Special interest handouts are not a pretty sight. Perhaps that is why lawmakers buried their latest one inside the bill reauthorizing the Federal Aviation Administration. Unfortunately putting handouts out of sight does not make them any better for the economy.
At issue is the fierce competition between FedEx and the United Parcel Service (UPS) in the package delivery business. While UPS must collectively bargain with the Teamsters, FedEx remains union free.
FedEx has avoided the costs of collective bargaining primarily by keeping its employees satisfied without union representation. Fortune magazine routinely recognizes the company as one of the best 100 companies to work for. When the recession forced FedEx to cut costs it started with executive salaries before cutting hourly pay – including a 20 percent reduction in CEO Fred Smith’s pay.
Federal law has also helped FedEx stay nonunion. The Railway Labor Act (RLA) – the law regulating unions in the airline and railway industries – covers FedEx because the company began as an airline and ships most of its packages by air. UPS – a trucking company – falls under the National Labor Relations Act, which covers unions in the rest of the private sector.

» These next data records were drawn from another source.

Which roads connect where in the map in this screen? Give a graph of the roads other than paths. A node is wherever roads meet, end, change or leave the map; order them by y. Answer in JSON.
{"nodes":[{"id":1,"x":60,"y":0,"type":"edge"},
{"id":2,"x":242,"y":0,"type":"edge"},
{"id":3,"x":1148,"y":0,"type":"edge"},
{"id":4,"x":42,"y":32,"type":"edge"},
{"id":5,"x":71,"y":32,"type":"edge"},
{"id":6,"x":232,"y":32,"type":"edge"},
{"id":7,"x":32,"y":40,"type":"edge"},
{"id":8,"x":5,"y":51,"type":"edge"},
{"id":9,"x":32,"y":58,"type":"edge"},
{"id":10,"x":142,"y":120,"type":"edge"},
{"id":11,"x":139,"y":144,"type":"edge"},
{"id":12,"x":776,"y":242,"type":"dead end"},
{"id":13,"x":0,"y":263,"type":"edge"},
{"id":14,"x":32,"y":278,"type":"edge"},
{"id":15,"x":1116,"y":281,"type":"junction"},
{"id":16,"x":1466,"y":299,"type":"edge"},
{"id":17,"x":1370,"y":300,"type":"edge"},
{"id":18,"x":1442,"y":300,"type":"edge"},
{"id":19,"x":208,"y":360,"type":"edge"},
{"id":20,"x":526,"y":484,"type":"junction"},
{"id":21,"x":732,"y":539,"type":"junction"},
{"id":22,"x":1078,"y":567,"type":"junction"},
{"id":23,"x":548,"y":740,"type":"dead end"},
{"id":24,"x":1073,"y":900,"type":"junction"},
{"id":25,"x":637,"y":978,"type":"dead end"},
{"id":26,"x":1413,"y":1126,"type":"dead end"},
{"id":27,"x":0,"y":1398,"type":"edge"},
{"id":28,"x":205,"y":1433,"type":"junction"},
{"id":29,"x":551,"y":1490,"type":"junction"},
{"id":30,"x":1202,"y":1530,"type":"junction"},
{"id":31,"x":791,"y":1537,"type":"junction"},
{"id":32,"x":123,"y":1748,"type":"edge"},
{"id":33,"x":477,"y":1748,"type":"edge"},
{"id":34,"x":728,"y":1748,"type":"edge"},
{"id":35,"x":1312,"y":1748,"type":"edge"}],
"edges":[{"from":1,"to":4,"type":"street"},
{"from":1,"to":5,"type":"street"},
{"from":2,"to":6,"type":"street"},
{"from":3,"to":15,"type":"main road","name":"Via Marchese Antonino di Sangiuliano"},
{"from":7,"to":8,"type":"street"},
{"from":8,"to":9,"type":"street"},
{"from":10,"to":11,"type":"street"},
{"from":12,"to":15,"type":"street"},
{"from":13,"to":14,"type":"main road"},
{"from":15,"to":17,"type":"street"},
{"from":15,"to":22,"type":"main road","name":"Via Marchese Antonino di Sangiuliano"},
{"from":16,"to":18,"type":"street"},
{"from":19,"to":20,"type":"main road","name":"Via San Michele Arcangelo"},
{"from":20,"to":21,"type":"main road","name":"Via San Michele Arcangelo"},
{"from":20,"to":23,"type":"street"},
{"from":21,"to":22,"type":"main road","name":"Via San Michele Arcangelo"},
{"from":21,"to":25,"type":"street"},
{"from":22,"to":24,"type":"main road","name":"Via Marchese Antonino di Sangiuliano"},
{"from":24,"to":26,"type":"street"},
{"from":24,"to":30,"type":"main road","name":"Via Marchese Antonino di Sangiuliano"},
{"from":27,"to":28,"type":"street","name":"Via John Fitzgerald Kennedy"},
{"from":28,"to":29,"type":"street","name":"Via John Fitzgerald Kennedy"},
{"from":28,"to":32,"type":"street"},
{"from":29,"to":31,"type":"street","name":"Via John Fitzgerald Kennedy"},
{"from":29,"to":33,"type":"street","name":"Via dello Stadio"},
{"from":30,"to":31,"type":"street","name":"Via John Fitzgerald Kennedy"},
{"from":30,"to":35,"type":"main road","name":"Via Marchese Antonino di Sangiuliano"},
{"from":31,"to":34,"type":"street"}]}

Under the Railway Labor Act (unlike the NLRA) every worker in the company votes on organizing in one national ballot. At a company where most workers like their jobs such a vote presents Teamsters organizers with a daunting task. They would have an easier time selectively organizing key transportation hubs. Then they could use the leverage of shutting down the national company to promise workers at those hubs excessive concessions. Under the RLA they cannot do that. So as long as FedEx workers like their jobs and FedEx remains under the RLA the company will likely remain nonunion.
That gives FedEx a competitive advantage. The 1997 Teamsters strike paralyzed UPS, and UPS recently had to pay $6.1 billion to withdraw its employees from the Teamster’s poorly managed pension plan. UPS wants the Teamsters to start similarly burdening FedEx.
The Teamsters and UPS are jointly lobbying Congress to transfer jurisdiction over FedEx to the NLRA to make unionizing FedEx employees easier. The Teamsters want more dues-paying members to shore up their shaky finances. UPS wants the Teamsters to raise their competitor’s costs. Lost in the middle of the lobbying blitz is the health of the economy.
Saddling FedEx with union work rules and collective bargaining would raise their costs, forcing them to raise prices. Americans will have to pay more to ship parcels, leaving less money to spend elsewhere. And if the Teamsters did strike against FedEx hubs it could paralyze package delivery for millions of small businesses – the two week UPS strike in 1997 cost the economy billions of dollars. Making businesses less competitive is bad policy in normal economic times, much less in a severe recession.
However, Organized Labor is no ordinary interest group. Labor unions spent hundreds of millions of dollars electing President Obama and the current Congressional majority and they want payback. They have been getting it. Consider that Congress and the administration have already:
Unionization opportunities already exist at FedEx, but not the ones that the Teamsters like. So it is small wonder that Congress is happy to re-write the labor code at the Teamster’s behest. The House of Representatives has passed a version of the FAA reauthorization that transfers FedEx drivers to the NRLA, but the Senate passed version does not. A conference committee is hammering out the final version of the bill and will soon decide whether or not to include this handout for the Teamsters.”
Let it not be said that Obama ignores his friends.
UPDATE: An earlier version of this post did not acknowledge that the Senate has passed its FAA reauthorization bill.